Longtemps considéré comme un débile profond, un vulgaire amuseur, un poujado-réactionnaire, un abrutisseur des masses, Michel Audiard connaît une rédemption aussi tardive que mercantile. Bon nombre d’éditeurs, de producteurs et de diffuseurs se lancent donc dans cette entreprise à la finalité marloupine. Vous n’échapperez pas à cette déferlante. A la télévision, chaque semaine ou presque, Maigret et l’Affaire Saint-fiacre, Le Marginal, Un taxi pour Tobrouk ou Mortelle randonnée garantissent un audimat comac. Gabin, Belmondo, Ventura et Serrault en têtes de gondole, ça rassure la ménagère de plus de 50 ans. Mais comment résister à l’éloquence old-school du p’tit cycliste ? Pour apprécier à sa juste valeur la prose du poète de Dourdan et nous éclairer sur certaines de ses formules expéditives, Philippe Durant avait dégainé son «Petit Audiard illustré par l’exemple » en 2011.
Les profondeurs de la langue audiardesque y étaient décortiquées à l’usage des caves.
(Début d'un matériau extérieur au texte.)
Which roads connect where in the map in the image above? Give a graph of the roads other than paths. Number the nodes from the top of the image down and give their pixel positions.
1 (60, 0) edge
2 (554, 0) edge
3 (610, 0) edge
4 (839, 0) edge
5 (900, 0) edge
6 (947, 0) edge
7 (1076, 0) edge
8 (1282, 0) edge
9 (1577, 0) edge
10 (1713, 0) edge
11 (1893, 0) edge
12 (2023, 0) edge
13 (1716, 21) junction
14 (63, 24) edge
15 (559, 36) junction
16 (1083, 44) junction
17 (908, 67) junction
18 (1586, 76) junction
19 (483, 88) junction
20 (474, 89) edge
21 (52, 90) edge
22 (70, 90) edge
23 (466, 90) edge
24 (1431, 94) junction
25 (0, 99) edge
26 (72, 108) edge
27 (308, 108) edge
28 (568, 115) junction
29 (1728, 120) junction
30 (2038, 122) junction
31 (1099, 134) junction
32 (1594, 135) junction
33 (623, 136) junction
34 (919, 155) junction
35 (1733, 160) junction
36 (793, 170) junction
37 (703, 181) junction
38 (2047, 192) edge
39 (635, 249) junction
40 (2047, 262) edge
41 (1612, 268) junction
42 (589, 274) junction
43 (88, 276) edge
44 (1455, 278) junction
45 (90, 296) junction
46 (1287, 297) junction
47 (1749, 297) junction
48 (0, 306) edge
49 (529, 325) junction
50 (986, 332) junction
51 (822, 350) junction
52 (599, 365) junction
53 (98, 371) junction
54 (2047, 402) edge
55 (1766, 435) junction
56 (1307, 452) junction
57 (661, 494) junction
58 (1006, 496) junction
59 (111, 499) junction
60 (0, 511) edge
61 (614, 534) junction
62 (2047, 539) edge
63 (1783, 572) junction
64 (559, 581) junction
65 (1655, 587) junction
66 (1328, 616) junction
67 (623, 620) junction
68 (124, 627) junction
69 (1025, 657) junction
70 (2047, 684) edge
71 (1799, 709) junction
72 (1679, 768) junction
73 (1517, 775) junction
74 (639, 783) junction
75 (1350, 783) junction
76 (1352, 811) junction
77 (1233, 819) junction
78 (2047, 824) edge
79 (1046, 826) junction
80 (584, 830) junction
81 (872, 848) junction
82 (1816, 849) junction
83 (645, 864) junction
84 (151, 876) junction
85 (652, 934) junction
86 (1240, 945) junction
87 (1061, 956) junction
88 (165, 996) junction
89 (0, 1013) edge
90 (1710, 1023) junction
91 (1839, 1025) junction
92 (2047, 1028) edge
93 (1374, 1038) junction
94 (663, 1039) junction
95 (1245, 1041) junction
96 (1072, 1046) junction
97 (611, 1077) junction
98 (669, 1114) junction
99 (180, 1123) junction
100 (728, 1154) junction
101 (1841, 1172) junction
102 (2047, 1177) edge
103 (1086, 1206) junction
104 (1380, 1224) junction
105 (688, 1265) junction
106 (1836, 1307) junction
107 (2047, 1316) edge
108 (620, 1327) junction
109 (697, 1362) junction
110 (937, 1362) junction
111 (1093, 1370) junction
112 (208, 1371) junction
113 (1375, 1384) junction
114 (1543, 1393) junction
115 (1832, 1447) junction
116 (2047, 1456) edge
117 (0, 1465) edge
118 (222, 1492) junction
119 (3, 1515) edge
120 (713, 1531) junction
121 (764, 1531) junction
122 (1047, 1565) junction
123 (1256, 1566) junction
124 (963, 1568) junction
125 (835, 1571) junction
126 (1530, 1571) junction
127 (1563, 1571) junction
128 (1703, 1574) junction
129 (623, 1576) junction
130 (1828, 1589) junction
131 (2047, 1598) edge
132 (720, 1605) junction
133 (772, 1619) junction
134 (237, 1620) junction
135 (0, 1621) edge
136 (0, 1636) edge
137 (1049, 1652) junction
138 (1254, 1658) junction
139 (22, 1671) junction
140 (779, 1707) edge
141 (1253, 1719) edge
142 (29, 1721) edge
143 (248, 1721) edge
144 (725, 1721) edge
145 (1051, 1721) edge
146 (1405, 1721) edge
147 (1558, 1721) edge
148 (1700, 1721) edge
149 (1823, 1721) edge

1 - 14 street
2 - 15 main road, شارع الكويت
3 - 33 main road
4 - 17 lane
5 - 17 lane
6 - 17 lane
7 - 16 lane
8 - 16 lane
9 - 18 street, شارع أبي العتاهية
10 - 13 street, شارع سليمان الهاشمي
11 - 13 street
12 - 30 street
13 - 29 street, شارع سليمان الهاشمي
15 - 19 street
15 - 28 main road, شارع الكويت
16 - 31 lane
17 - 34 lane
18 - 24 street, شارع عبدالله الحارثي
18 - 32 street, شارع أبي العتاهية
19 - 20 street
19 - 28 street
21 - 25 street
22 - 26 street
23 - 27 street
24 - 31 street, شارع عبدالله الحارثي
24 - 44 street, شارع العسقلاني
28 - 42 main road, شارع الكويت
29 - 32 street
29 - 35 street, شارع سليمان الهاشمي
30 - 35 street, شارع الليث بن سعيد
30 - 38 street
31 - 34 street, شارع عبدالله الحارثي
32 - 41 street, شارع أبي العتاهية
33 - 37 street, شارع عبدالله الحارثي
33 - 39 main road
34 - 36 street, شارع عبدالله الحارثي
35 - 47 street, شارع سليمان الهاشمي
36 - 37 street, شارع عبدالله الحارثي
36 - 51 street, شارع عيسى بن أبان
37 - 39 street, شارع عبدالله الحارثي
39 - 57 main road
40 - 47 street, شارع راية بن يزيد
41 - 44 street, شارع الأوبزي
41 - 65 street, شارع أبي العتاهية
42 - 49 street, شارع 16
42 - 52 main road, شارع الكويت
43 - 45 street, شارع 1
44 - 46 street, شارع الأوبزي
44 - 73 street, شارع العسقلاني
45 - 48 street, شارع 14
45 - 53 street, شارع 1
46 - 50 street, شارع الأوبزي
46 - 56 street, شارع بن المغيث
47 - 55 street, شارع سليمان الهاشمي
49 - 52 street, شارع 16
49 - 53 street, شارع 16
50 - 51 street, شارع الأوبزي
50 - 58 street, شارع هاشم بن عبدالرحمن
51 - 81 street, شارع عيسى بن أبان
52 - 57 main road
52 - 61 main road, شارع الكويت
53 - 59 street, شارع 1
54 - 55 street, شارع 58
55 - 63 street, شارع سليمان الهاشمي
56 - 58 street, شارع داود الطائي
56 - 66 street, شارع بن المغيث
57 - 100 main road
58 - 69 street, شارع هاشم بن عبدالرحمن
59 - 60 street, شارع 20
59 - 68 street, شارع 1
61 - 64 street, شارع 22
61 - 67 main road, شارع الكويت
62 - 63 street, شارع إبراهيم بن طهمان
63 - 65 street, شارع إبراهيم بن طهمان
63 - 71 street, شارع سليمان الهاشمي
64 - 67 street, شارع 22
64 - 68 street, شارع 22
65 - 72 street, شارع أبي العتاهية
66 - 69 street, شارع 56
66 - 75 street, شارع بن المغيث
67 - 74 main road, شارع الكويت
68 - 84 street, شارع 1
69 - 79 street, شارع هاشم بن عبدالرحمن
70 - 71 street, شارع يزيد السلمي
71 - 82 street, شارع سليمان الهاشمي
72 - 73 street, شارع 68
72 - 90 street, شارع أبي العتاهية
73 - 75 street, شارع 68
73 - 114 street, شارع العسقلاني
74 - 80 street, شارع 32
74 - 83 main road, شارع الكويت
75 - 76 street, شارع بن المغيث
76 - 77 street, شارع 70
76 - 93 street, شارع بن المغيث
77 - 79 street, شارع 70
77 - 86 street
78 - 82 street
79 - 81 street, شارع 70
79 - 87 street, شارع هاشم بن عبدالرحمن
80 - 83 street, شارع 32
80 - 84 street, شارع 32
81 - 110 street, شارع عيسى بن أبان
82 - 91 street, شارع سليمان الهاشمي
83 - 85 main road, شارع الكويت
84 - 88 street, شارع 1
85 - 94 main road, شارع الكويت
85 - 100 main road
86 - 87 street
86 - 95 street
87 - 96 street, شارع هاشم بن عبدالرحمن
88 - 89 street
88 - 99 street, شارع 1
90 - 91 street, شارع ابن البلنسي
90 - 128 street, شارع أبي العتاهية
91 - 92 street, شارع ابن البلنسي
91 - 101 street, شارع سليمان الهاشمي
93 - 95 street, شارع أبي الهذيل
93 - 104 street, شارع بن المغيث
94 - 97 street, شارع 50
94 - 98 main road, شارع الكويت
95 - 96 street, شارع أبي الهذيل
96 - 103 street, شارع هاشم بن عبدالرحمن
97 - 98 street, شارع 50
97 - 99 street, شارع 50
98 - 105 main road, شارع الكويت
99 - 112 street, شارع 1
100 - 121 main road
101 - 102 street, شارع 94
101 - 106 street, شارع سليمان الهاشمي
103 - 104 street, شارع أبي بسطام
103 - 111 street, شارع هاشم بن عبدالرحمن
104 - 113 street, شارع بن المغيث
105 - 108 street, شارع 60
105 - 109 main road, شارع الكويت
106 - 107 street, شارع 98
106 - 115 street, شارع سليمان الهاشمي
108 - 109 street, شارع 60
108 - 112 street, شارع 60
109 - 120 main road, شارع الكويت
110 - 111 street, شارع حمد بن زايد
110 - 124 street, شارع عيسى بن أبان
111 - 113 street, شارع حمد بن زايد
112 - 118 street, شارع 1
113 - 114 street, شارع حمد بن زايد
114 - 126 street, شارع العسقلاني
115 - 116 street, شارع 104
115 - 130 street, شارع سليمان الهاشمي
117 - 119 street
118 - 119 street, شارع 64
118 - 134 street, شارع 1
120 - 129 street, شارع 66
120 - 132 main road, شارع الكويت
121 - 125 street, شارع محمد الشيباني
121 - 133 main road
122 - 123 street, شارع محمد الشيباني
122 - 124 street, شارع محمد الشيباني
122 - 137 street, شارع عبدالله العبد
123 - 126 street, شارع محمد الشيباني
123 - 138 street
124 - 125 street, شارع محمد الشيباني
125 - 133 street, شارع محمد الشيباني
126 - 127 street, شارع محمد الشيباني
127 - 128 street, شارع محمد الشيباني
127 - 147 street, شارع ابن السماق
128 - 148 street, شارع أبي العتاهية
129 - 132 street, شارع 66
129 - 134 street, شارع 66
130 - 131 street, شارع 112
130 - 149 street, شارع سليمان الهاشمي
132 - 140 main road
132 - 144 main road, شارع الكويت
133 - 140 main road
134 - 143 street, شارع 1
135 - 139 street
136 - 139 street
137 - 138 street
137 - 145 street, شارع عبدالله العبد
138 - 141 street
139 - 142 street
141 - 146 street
Le cador du box-office avait coutume de dire que, faute d’imagination, il avait des lectures. « J’ai tout piqué » comme il l’affirmait trop souvent pour qu’on le croie. Car, derrière les bons mots d’Audiard, il y a une culture maousse, une boulimie de savoir(s) qui feraient rougir de honte nos « intellectuels » médiatiques. On trouve dans Audiard, Céline le maître vénéré mais aussi Rimbaud, Prévert, Hugo, Musset, Bossuet, Apollinaire, etc… C’était une époque, les années 60-70, où le cinéma avait des Lettres. Dans le recueil de cet étymologiste rigolard, vous appreniez l’origine des expressions aussi chantantes que « BSA (extra-piste) », « mêlé-casse », « chez tonton », « fly-tox », « biribi », etc… Surtout, vous voyagiez dans des contrées exotiques, certaines imaginaires, d’autres empruntées au vocabulaire des hotus de la remonte ou des corps expéditionnaires.
Pour cet irréductible du XIVème, celui qui fit un reportage sur la Chine de Tchang Kaï-chek sans quitter son arrondissement, le voyage ne pouvait être qu’intérieur et le moyen de transport supersonique, les mots of corse. Durant récidive en 2015 accompagné, cette fois-ci, du fils du dialoguiste à casquette, le mystérieux Bruno M. C’est de la dynamite. Les deux spéléologues ont déniché 500 répliques inédites. Alléluia ! Que cette langue est belle, à la fois populaire et aristocratique, joufflue et cristalline, outrancière et si légère. Ces pépites proviennent de scènes coupées. « Ce ne sont ni des scènes mauvaises ni des brouillons mais des scènes qui n’ont pas leur place dans la narration […] Or si la pellicule s’est envolée, les écrits restent » explique Philippe Durant dans sa préface. Fantastique travail de mémoire et une cure de jouvence pour les nombreux fans du cinéma à papa. Appréciez le jet puissant et libérateur de l’artiste :
« Mon petit Simon, vous connaissez ma position : en dessous de 50 000 exemplaires, l’opinion d’une feuille de chou ne m’intéresse pas plus que celle d’une ministre » Noël Schoudler (Jean Gabin) dans Les Grandes Familles.
« Admettons… J’ai dit : admettons. Mais j’irais plus loin : le sens des mots, l’instruction, ça sert à quoi ? A entrer dans les PTT ou dans la gendarmerie » Arsène (Darry Cowl), dans Archimède le clochard
« -Tu lui as parlé des conventions de La Haye ?
-Oui.
-Il t’a dit de te les foutre au cul ?
-Oui.
-Il commence à me plaire ce mec, il est bien. »
Samuel Goldman (Charles Aznavour) et brigadier Théo Dumas (Lino Ventura) dans Un taxi pour Tobrouk.
« Les mauvaises lectures c’est pire que le choléra » Léon Dutilleul (Bourvil) dans Le Passe-muraille
Avec Audiard, vous visiterez Jarnac (le coup), le Vel d’Hiv (celui d’André Pousse), la rue de Lauriston (le numéro 93), vous pourrez même aller jusqu’à Cayenne, Chandernagor, Biên Hoa, Fachoda, Gran Chaco, etc… Quand un type de cinquante kilos a écrit ça : « toute l’encyclopédie de la fiction marloupine sort d’ici : les mines de Phoscao d’Oubangui, le parking géant des Galápagos, le métro de la Cordillère des Andes. Toute la lyre, quoi. » Ceux de 100, la mettent en veilleuse…
Le petit Audiard inédit illustré par l’exemple – Bruno M. et Philippe Durant – Nouveau monde éditions.